Quand le bon sens urbanistique se trouve du côté de Casablanca
Ce weekend (6-7-8 avril) des citoyens de Casablanca ont organisé les Journées du Patrimoine de leur ville. La même idée que les Journées européennes où d'innombrables portes s'ouvrent, dans les banques, les hôtels particuliers, les tribunaux, les sièges sociaux, les installations industrielles, les immeubles d'habitation.
Mais hors d'Europe, au Maroc par exemple ? Les milieux civiques ont-ils vraiment ce genre de soucis culturels? Eh bien oui. À commencer par une assocation, Casamémoire, qui a organisé l'événement quasiment toute seule.
Ces centaines de volontaires en T-shirt noir, ouvrant les portes dans la Médina, avec une explication architecturale et urbanistique sur presque tout. Des étudiants de l'École d'Architecture de Casablanca, et des gens de tous horizons dont maints Français et Espagnols amoureux de ces bâtiments Art Déco.
Prenons cette Médina : essentiellement du 19e et du 20e siècle, à peine plus. Jeune, et pourtant sans effet Disneyland ! Les pauvres y vivent. Où ces abattoirs, construits en 1922, en voie de transformation en lieu de création culturelle. Des HLM dessinées il y 70 ans par des architectes internationaux de la mouvance Bauhaus, et qui n'ont pas vieilli. Les habitants populaires y sont à l'aise, la dégradation n'y est pas pire qu'ailleurs (Casablanca est quand même un peu sale, mais très fonctionnelle entre les bouteilles en plastique vides, et plein de perspectives d'avenir comme son tramway d'une trentaine de km qui ouvrira l'année prochaine, et qui a déjà évincé d'une avenue entière l'automobile !).
Et quelle jeunesse, des étudiants en architecture complètement acquis à la cause de la conservation du bâti des origines à 1970 environ. Le gros n'importe quoi, c'est après cette date, disent-ils. Les grosses destructions, surtout. Par douzaines ces jeunes menaient les tours du public, mince il est vrai mais pour la 4e édition de tous les temps et quasiment sans publicité.
Un musée juif, le plus grand des deux seuls musées de la métropole économique ! (l'autre est le petit musée de musique arabo-andalouse). Le ministre de la culture, élu de gauche au sein d'une coalition menée par le parti islamique-démocrate PJD, s'est exprimé. Un homme de caractère sophistiqué et enthousiaste.
Savait-on que Casablanca était le laboratoire de l'architecture expérimentale du 20e siècle ? Que le résident général du protectorat français (1912-1956) Lyautey, reproduisant le geste de Napoléon III, a lancé un programme à la Haussmann, ouvert à l'avant-garde de son époque ? Que les jeunes architectes casablancais en sont totalement fiers ? Que les Européens et les Marocains firent ensemble de Casablanca une perle, bien défraîchie aujourd'hui ?

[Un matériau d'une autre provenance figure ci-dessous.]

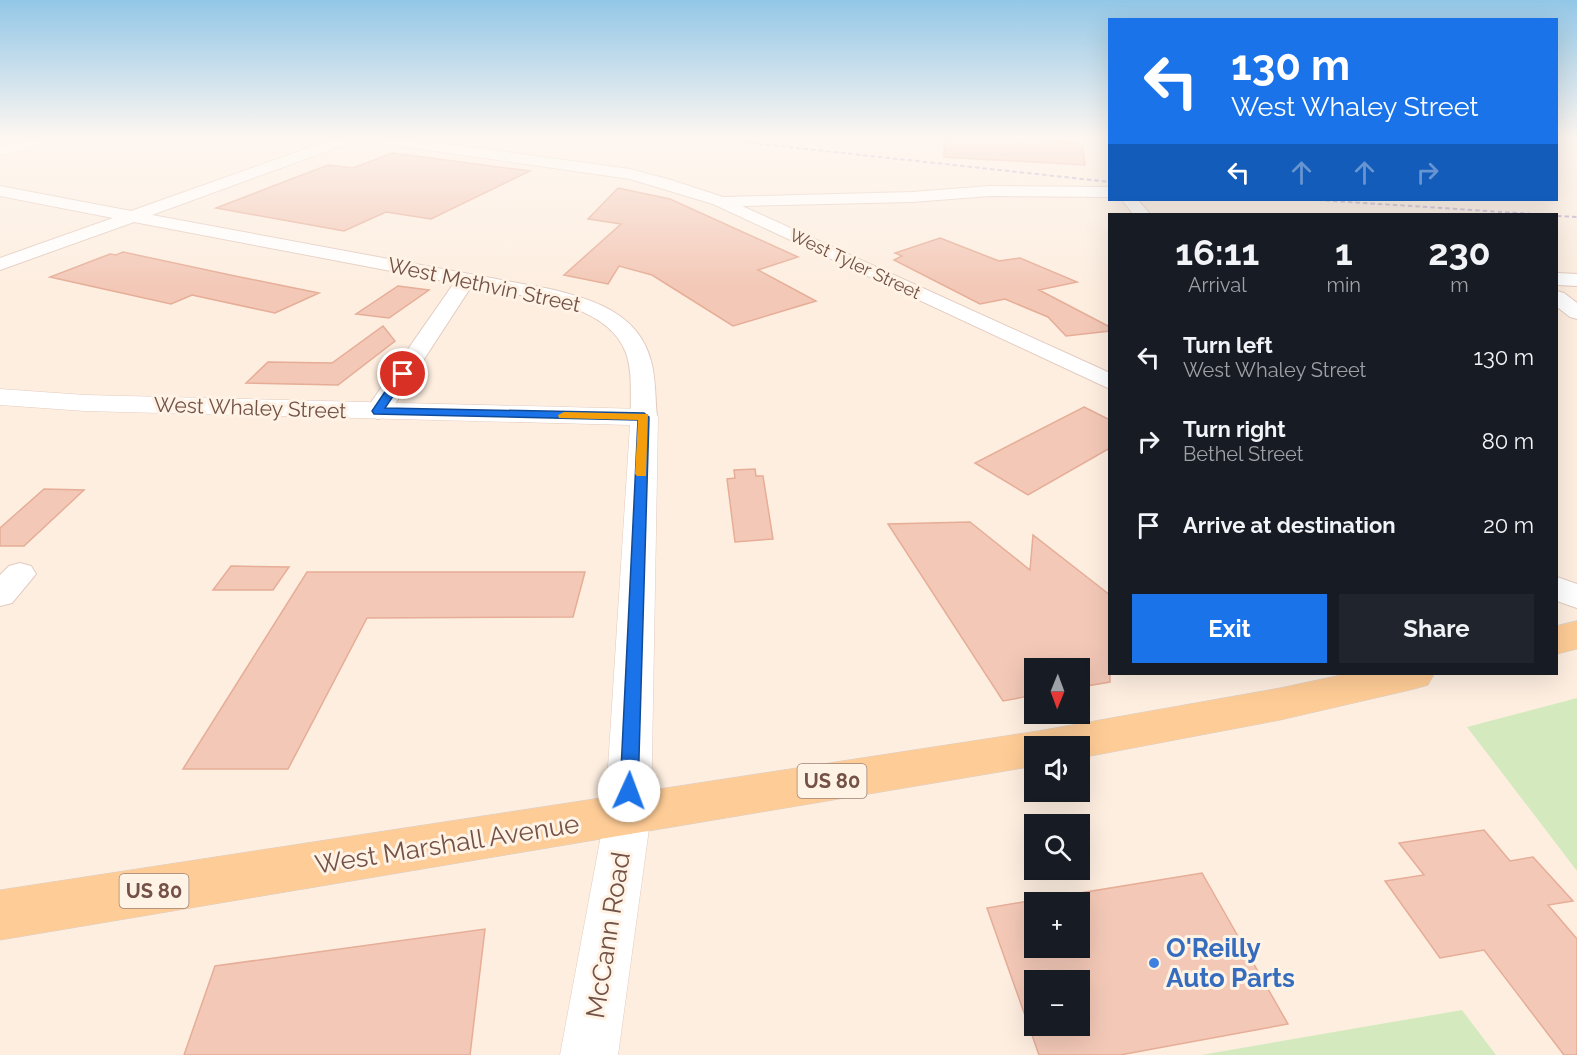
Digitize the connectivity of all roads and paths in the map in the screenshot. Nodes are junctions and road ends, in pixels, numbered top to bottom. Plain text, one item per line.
1 (210, 188) edge
2 (681, 188) edge
3 (0, 191) edge
4 (1108, 192) edge
5 (719, 201) junction
6 (1131, 201) edge
7 (1141, 213) edge
8 (133, 216) junction
9 (0, 264) edge
10 (1558, 279) edge
11 (466, 280) junction
12 (1577, 280) edge
13 (1558, 298) edge
14 (1577, 313) edge
15 (1108, 381) edge
16 (0, 397) edge
17 (378, 411) junction
18 (644, 417) junction
19 (1558, 588) edge
20 (1577, 597) edge
21 (1577, 635) edge
22 (1558, 640) edge
23 (1410, 675) edge
24 (1090, 739) edge
25 (1024, 750) edge
26 (628, 814) junction
27 (0, 915) edge
28 (589, 1055) edge

1 - 8 street
2 - 5 street, West Tyler Street
3 - 8 street, West Methvin Street
4 - 5 street
5 - 15 street, West Tyler Street
6 - 7 street
8 - 9 street
8 - 11 street, West Methvin Street
10 - 12 street
11 - 17 street
11 - 18 street, West Methvin Street
13 - 14 street
16 - 17 street, West Whaley Street
17 - 18 street, West Whaley Street
18 - 26 street, West Methvin Street
19 - 20 street
21 - 22 main road
23 - 24 main road
25 - 26 main road, West Marshall Avenue / US 80
26 - 27 main road, West Marshall Avenue / US 80
26 - 28 street, McCann Road

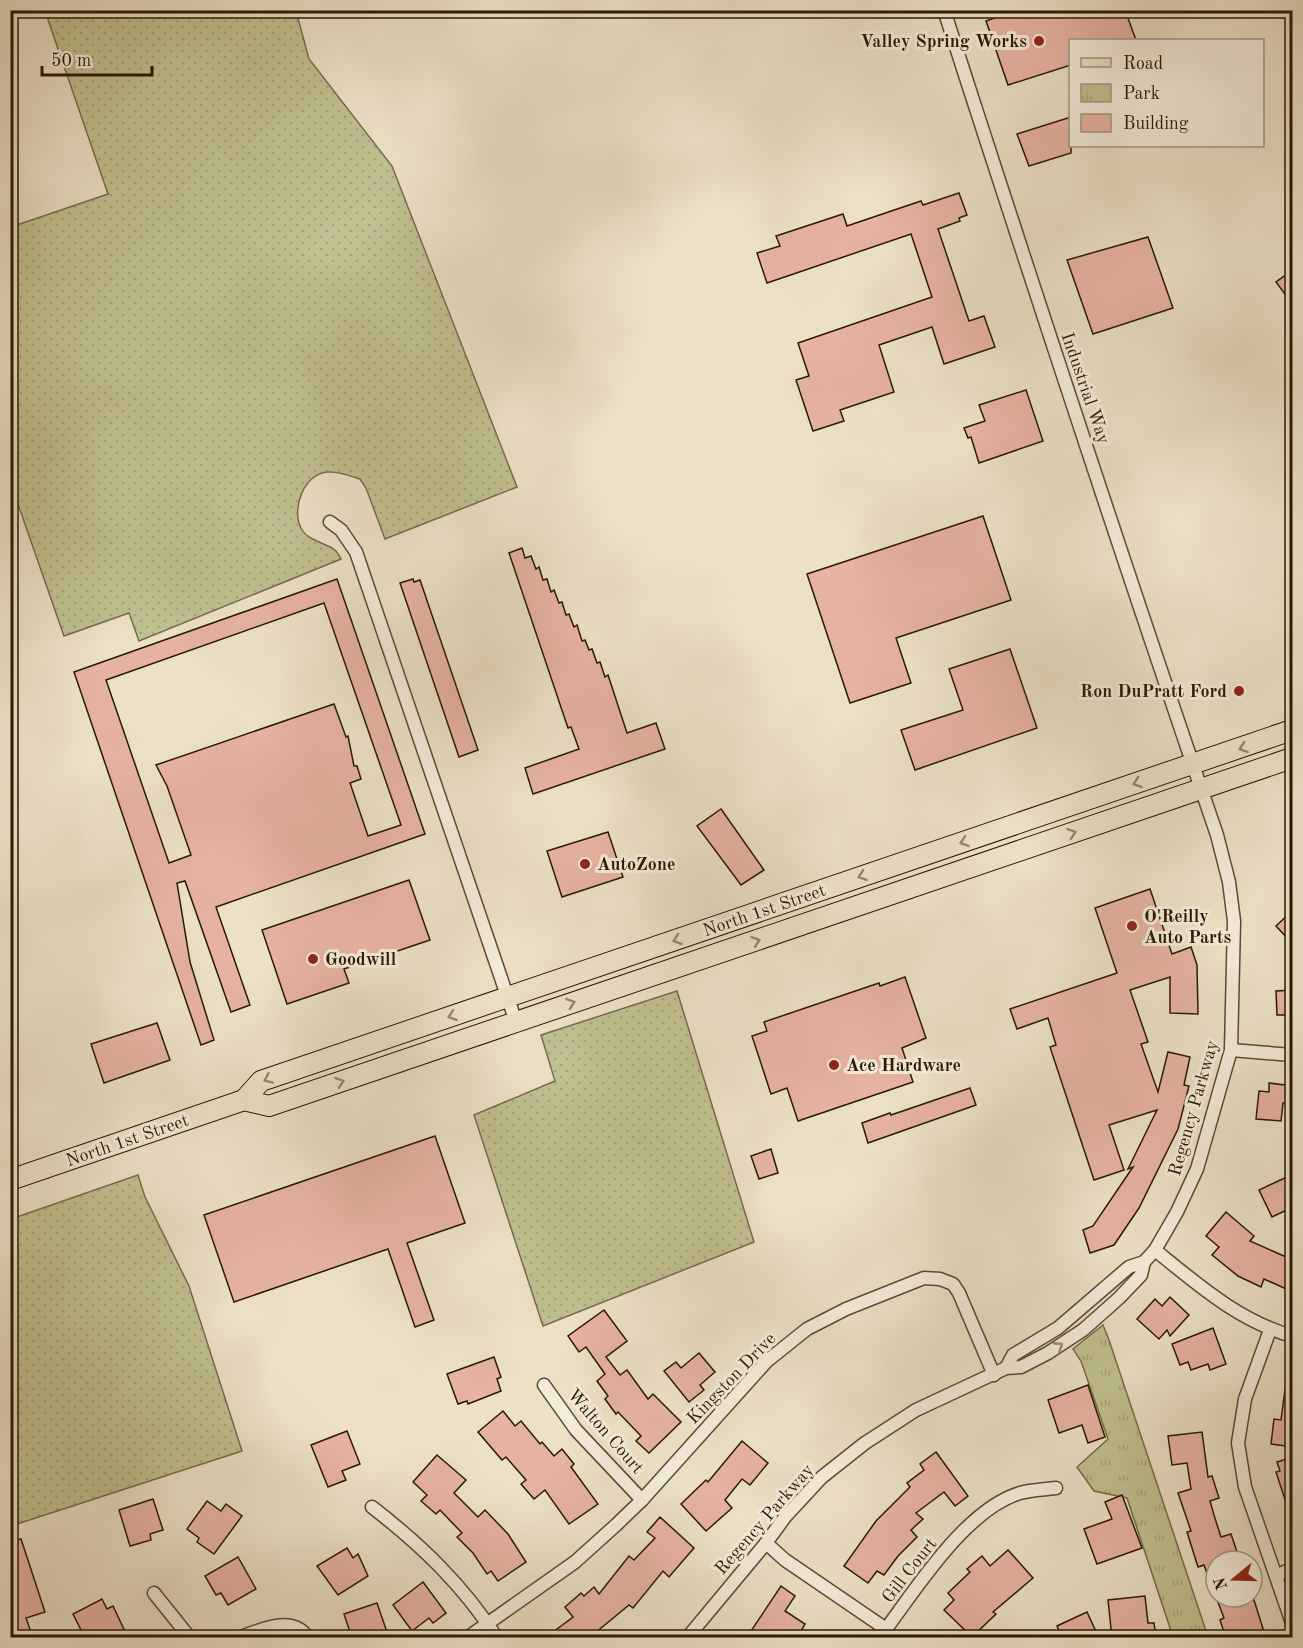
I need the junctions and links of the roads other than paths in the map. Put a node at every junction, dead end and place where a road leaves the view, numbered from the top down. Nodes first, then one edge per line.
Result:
1 (944, 10) edge
2 (330, 522) dead end
3 (1293, 730) edge
4 (1293, 758) edge
5 (1198, 777) junction
6 (507, 997) junction
7 (516, 1022) junction
8 (1231, 1050) junction
9 (1293, 1055) edge
10 (244, 1100) junction
11 (10, 1179) edge
12 (1155, 1250) junction
13 (1270, 1330) junction
14 (1293, 1336) edge
15 (993, 1375) junction
16 (544, 1385) dead end
17 (1056, 1488) dead end
18 (642, 1500) junction
19 (372, 1507) dead end
20 (766, 1543) junction
21 (1293, 1569) edge
22 (1277, 1575) junction
23 (154, 1593) dead end
24 (488, 1623) junction
25 (1293, 1623) edge
26 (884, 1633) edge
27 (190, 1638) edge
28 (239, 1638) edge
29 (308, 1638) edge
30 (467, 1638) edge
31 (497, 1638) edge
32 (687, 1638) edge

1 - 5 street, Industrial Way
2 - 6 street
3 -> 5 main road, North 1st Street
4 - 5 main road, North 1st Street
5 -> 6 main road, North 1st Street
7 -> 5 main road, North 1st Street
5 - 8 street, Regency Parkway
6 - 7 street
6 -> 10 main road, North 1st Street
10 -> 7 main road, North 1st Street
8 - 9 street
8 - 12 street, Regency Parkway
10 - 11 main road, North 1st Street
12 - 13 street
12 - 15 street, Regency Parkway
13 - 14 street
13 - 22 street
15 - 18 street, Kingston Drive
15 - 20 street, Regency Parkway
16 - 18 street, Walton Court
17 - 26 street, Gill Court
18 - 24 street, Kingston Drive
19 - 24 street
20 - 26 street
20 - 32 street, Regency Parkway
21 - 22 street
22 - 25 street
23 - 27 street
24 - 30 street, Kingston Drive
24 - 31 street
28 - 29 street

Conclusion : l'esprit urbanistique est au Sud, beaucoup plus qu'à l'ouest, en Floride ou en Californie. Dans sa splendeur d'utopie pratique et d'harmonie entre le béton et les décorations artisanales. Du néo-Haussmann franco-marocain. Et ce sont les jeunes qui l'aiment, qui la protègent, dénoncent les destructions indues, avec une fougue que je cherche encore ici. Et qui nous rappellent que les architectes et urbanistes français du 20e siècle se sont fait la main au Maroc.